Exact copies of the lines below are the goal; any images in them are dropped.

(Stored data)
______
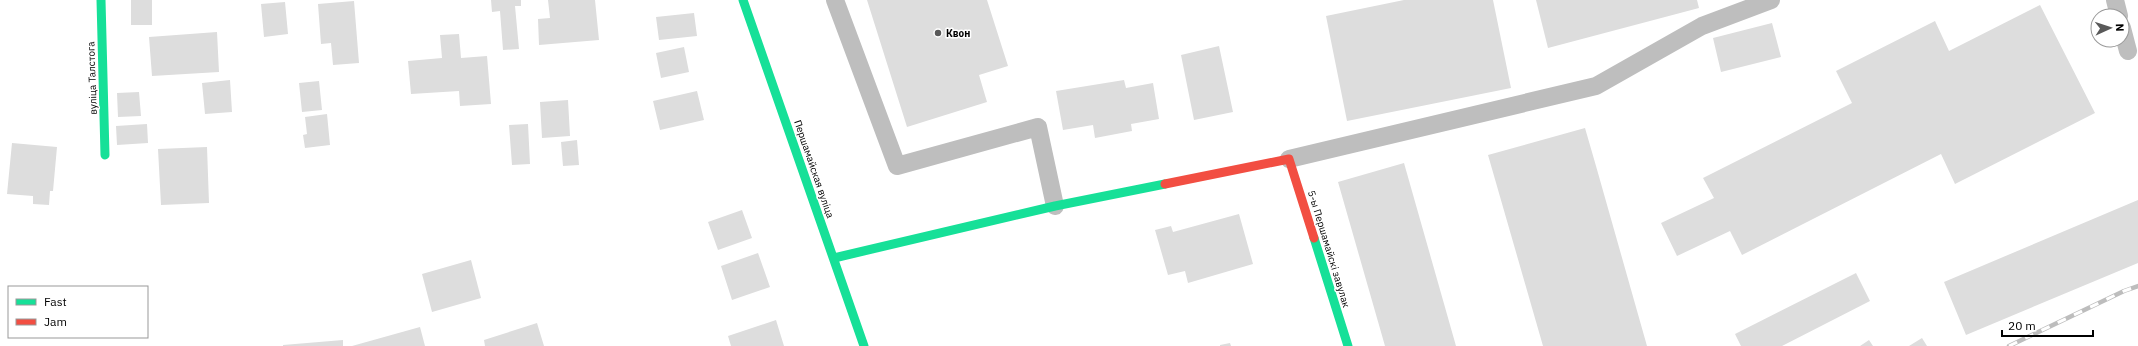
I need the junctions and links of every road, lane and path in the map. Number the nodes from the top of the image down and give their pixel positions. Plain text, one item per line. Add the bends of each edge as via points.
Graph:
1 (101, 0) edge
2 (743, 0) edge
3 (835, 0) edge
4 (1772, 0) edge
5 (2127, 48) edge
6 (2128, 52) dead end
7 (106, 155) dead end
8 (1289, 159) junction
9 (1055, 206) junction
10 (834, 258) junction
11 (864, 346) edge
12 (1348, 346) edge

1 - 7 street, вуліца Талстога
2 - 10 street, Першамайская вуліца
3 - 9 lane via 897,166 1038,127
4 - 8 lane via 1702,26 1596,86
5 - 6 lane
8 - 9 street
8 - 12 street, 5-ы Першамайскі завулак
9 - 10 street
10 - 11 street, Першамайская вуліца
______
§ **TASK RESPONSE**
I need the junctions and links of every road, lane and path in the map. Number the nodes from the top of the image down and give their pixel positions. Plain text, one item per line. Add the bends of each edge as via points.
Graph:
1 (101, 0) edge
2 (743, 0) edge
3 (835, 0) edge
4 (1772, 0) edge
5 (2127, 48) edge
6 (2128, 52) dead end
7 (106, 155) dead end
8 (1289, 159) junction
9 (1055, 206) junction
10 (834, 258) junction
11 (864, 346) edge
12 (1348, 346) edge

1 - 7 street, вуліца Талстога
2 - 10 street, Першамайская вуліца
3 - 9 lane via 897,166 1038,127
4 - 8 lane via 1702,26 1596,86
5 - 6 lane
8 - 9 street
8 - 12 street, 5-ы Першамайскі завулак
9 - 10 street
10 - 11 street, Першамайская вуліца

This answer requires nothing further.